And don't forget a nice set of DDR2 RAM. Usually you run a RAM configurator to double-check that your RAM and mobo are compatible, but I have that OCZ set I linked to earlier running in the P5Q Pro (earlier version of the Pro Turbo) and it works great, and I recommended it to another user using that board and have yet to hear a complaint. So I assume it's compatible.


Should be a pretty good setup, overall. At stock clocks you should be able to handle every game at the market at its highest settings at a 1900x1200 resolution without ever having the frame rate drop below 30. Maybe even 40, hard to say.


----------



## Cdx (Jan 23, 2009)

Awesome, yes i was going to get the ram u suggested, but 8gigs total just for the hell of it, i know i only need 2-4gb for gaming but i just want to deck it out.

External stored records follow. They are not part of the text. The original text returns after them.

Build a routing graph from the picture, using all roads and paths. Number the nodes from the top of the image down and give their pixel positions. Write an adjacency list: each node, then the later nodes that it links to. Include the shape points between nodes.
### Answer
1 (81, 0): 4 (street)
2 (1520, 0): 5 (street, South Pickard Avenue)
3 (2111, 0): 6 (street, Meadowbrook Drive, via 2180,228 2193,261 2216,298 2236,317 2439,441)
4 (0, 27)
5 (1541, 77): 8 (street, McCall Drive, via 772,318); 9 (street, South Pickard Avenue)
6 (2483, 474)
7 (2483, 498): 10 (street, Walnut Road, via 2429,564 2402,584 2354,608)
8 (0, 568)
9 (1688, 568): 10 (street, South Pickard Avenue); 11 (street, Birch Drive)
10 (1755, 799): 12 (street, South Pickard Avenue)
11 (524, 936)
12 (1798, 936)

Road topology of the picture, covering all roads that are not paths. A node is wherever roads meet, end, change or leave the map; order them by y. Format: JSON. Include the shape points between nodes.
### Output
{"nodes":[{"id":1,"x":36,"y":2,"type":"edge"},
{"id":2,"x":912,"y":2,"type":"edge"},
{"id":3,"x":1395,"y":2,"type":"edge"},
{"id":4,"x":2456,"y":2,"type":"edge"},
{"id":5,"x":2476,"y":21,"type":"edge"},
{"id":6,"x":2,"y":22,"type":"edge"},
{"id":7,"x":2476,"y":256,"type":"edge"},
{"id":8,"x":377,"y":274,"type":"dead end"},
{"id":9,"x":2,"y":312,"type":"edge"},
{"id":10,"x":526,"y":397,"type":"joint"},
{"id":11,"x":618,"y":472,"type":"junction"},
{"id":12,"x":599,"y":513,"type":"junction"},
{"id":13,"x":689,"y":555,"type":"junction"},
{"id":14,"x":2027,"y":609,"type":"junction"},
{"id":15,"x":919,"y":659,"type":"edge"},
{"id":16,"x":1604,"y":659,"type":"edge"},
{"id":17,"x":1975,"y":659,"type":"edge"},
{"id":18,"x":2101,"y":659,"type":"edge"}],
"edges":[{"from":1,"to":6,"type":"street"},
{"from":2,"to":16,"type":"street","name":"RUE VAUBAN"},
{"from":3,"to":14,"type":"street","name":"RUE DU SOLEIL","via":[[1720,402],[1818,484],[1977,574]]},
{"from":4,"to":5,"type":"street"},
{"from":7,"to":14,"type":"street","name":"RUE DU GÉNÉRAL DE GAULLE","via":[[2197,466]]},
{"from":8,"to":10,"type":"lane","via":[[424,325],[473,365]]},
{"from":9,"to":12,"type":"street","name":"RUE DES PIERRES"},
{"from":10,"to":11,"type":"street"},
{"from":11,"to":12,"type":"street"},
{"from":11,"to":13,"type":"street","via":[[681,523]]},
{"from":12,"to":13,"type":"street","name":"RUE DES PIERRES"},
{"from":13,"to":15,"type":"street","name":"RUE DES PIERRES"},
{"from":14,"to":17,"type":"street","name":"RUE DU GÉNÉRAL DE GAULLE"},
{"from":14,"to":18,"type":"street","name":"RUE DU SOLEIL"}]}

RAM: http://www.newegg.com/Product/Product.aspx?Item=N82E16820227298

=)


----------



## Phædrus241 (Mar 28, 2009)

Sure thing, though you probably won't use all 8GB for another couple years, hah. :wink: One word of warning, nearly all motherboards run into RAM voltage issues when you fill all four DIMM slots, so you may need to go into BIOS and set it to the RAM's rated voltage manually, then see if it's stable in Windows. If not try raising the voltage by .2V and try again. Repeat as necessary until it feels stable (try running some memory-intensive programs like VirtualBox running four operating systems at once :wink, then see if it passes an hour or two of Memtest86+. If so you're golden. Odds are you'll only have to raise the voltage .2V or .4V at most, so don't worry too much.


----------



## Cdx (Jan 23, 2009)

Roger that i will be buying this build shortly, so i will let you know how it works out. Thanks for all your help.


----------



## Tyree (May 10, 2009)

4 GB of RAM is more than sufficient.


----------



## Cdx (Jan 23, 2009)

Thanks Tyree, i am going to start with 4gb, maybe go to 6 in the future for fun.

However, i am not too pleased with the coolermaster case, it looks promising but i want a case that looks attractive.

I found this brand, called XCLIO, just wanted to know your guys thoughts on this brand and or specific case.

Also, if it is compatible with the mobo i am getting above. Which is not the EVGA, but the asusthe case said it is compatible with standard atx)
http://www.newegg.com/Product/Product.aspx?Item=N82E16813131377

Case:
http://www.newegg.com/Product/Product.aspx?Item=N82E16811103029

Thanks.


----------



## Tyree (May 10, 2009)

The CoelerMaster Case you had originally chosen is a rock solid case and very easy to work in. I've never used any XCLIO cases but that one certainly looks flashy and LOUD.
Either case will accept a full sized (ATX) Mobo.
This Mobo is $15 cheaper: http://www.newegg.com/Product/Product.aspx?Item=N82E16813131375
Anything over 4GB of RAM of a waste of money......but it's your money. :grin:


----------



## Cdx (Jan 23, 2009)

But i like the flashy stuff! Its so attractive!

=)


----------



## greenbrucelee (Apr 24, 2007)

I agree with all the above points and also the e8400 3GHz is very overclockable too, I got mine at 3.91 and have even had it a 4.2 but got concerned with my temps being 63 degrees.


----------



## Cdx (Jan 23, 2009)

Do you guys think the EVGA GTX video card is okay? i used a BFG right now and it isnt bad, but Phaedrus you mentioned the EVGA mobo brand is not very good. I want to make sure the graphic card is reliable as well.


----------



## greenbrucelee (Apr 24, 2007)

EVGA are ok for graphics cards, personally I preffer BFG.


----------



## Cdx (Jan 23, 2009)

Well, i bought the parts, it runs great, windows rates it 5.7/5.9.

8gigs of ram
gtx 260
the asus mobo
1000w corsair psu
e8600 intel duo core 3.3ghz cpu

Thanks for all the help guys.

Case is great btw.


----------



## fastz28camaro81 (Aug 28, 2008)

Cdx said:


> Well, i bought the parts, it runs great, windows rates it 5.7/5.9.
> 
> 8gigs of ram
> gtx 260
> ...


Did you buy that XCLIO case? Just because I was looking at that, and it does look pretty cool, and the cooling would be great too, but I read numerous complaints from people that had the case for like 6 months and ALL THE FANS DIED!

if it wasn't for that, I would probably get that one.


----------



## Cdx (Jan 23, 2009)

Yeah i did buy the XCLIO 777 case, the fans look pretty flimsy but they are running good so far. No complaints, case is easy to work in to.


----------



## Cdx (Jan 23, 2009)

Heres some pics! Red Dell XPS 710 was my old comp.


----------



## fastz28camaro81 (Aug 28, 2008)

Cdx said:


> Yeah i did buy the XCLIO 777 case, the fans look pretty flimsy but they are running good so far. No complaints, case is easy to work in to.


Well hopefully your fans don't all die, lol I hope they don't

but in 6 months to a year if they do, could you let me know...because if it happens to you as well, then I think I wont get the case, lol

I'll probably have another computer with a case already bought by then anyways.


Good luck with your computer (and your case) lol


----------